Collected data
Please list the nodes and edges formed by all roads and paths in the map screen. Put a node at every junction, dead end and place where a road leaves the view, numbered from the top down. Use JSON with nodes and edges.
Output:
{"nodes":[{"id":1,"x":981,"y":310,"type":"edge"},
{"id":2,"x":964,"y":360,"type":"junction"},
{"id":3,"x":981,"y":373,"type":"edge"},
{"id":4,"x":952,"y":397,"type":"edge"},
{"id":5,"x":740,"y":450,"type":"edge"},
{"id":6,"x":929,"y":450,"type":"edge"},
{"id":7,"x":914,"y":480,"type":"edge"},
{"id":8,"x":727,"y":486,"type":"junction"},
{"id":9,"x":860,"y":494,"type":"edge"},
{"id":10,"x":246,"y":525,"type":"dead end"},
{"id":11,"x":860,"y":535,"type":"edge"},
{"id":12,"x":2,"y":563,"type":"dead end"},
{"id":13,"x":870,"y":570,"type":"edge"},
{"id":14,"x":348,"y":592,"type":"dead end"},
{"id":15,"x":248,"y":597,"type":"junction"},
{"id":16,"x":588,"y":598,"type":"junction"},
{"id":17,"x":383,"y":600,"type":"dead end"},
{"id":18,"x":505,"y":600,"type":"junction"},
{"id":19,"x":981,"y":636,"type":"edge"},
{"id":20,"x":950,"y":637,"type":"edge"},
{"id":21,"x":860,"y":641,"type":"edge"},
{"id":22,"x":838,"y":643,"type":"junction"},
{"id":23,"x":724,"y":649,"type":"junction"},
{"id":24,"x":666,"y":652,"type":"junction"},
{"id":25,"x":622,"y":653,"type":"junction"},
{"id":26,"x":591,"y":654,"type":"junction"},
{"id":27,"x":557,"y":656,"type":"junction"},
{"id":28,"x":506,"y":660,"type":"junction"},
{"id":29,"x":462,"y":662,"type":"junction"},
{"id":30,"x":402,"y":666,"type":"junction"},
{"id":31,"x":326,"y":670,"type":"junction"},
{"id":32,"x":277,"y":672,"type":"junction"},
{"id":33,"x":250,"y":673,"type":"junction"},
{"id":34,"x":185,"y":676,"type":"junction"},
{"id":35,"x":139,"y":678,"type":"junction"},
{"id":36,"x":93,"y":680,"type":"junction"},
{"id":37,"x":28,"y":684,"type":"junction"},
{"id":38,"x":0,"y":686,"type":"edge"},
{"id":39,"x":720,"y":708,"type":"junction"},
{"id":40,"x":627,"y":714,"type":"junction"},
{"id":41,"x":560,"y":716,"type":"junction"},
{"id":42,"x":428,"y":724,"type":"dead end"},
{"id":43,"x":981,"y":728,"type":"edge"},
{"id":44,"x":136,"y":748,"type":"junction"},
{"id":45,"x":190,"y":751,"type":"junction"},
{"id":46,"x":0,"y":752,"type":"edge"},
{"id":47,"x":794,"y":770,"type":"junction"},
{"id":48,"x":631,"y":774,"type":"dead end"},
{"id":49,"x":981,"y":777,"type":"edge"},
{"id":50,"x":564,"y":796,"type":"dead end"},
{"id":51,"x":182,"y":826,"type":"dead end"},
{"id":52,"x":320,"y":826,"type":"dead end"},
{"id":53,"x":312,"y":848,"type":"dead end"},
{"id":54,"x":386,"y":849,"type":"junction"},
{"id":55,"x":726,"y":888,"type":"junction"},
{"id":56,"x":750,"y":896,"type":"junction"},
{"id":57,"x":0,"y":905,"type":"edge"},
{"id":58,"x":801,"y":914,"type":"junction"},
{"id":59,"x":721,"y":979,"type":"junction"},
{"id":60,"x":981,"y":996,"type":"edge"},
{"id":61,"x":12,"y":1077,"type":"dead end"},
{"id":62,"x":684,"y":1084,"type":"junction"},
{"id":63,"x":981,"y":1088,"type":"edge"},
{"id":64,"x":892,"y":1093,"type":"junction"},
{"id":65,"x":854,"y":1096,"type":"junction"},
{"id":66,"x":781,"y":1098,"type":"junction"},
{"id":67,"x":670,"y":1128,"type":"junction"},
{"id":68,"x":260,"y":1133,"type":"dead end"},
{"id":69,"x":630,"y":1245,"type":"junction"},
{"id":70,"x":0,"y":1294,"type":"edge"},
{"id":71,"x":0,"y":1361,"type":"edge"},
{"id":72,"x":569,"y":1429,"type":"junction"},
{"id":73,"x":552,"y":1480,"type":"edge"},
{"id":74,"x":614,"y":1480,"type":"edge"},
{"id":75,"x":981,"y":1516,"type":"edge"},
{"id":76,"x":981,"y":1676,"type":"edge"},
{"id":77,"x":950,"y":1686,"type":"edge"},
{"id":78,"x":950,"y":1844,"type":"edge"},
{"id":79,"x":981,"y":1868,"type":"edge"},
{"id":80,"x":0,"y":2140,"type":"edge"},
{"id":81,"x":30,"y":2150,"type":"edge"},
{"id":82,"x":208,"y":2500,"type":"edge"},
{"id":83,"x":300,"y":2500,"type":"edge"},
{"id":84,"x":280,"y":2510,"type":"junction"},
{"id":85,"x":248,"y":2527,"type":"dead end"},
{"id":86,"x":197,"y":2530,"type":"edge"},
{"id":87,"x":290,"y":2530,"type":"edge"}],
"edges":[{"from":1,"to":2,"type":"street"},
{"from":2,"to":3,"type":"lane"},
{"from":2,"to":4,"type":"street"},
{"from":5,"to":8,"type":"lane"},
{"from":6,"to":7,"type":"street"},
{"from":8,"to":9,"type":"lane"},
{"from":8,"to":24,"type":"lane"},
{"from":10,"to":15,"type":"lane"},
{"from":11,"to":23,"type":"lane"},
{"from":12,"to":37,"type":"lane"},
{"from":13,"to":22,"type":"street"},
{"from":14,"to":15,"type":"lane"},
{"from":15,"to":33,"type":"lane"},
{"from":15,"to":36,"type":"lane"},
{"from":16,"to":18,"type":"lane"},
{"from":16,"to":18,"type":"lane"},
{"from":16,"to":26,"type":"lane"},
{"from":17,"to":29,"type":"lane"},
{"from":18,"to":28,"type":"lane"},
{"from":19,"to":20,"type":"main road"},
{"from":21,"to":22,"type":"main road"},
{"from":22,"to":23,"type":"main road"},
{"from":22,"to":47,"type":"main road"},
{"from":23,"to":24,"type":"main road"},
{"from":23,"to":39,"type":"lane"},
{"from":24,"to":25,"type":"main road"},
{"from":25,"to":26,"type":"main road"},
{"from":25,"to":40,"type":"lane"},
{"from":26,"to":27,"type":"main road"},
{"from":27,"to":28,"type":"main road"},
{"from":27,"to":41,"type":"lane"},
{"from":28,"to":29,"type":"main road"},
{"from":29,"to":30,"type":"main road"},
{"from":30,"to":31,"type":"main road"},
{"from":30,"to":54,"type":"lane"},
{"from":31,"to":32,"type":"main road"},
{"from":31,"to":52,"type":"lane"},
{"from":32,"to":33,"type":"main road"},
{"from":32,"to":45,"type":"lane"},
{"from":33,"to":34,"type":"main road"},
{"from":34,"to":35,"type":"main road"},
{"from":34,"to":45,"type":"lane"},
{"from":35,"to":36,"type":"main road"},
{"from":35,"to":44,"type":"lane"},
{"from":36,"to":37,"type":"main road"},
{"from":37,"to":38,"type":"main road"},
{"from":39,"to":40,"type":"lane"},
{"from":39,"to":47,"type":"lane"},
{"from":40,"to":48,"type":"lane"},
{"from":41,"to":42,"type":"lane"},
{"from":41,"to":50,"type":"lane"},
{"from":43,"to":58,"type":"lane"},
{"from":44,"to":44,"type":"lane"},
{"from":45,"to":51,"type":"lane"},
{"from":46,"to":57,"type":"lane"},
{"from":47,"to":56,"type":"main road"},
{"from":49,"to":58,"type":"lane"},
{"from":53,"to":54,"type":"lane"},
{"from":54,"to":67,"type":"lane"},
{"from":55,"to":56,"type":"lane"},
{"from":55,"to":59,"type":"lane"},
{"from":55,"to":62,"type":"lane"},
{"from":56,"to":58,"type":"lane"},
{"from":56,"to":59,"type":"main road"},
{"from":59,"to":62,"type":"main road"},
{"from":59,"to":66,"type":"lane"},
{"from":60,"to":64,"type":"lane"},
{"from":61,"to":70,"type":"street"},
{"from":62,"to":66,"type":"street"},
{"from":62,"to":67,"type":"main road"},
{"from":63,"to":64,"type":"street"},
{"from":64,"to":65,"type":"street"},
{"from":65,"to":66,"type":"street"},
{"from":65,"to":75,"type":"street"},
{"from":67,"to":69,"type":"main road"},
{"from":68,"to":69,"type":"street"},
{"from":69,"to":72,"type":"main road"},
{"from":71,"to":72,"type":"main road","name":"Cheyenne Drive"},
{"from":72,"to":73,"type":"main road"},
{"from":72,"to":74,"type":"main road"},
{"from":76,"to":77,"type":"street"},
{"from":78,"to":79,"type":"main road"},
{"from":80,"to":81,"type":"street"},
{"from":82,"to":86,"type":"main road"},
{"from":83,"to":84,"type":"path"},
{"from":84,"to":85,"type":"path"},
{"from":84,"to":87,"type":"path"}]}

- [What is being asked]:
Looking at the data above, show all lines where the word "edges" occurs.

- [Task output]:
Please list the nodes and edges formed by all roads and paths in the map screen. Put a node at every junction, dead end and place where a road leaves the view, numbered from the top down. Use JSON with nodes and edges.
"edges":[{"from":1,"to":2,"type":"street"},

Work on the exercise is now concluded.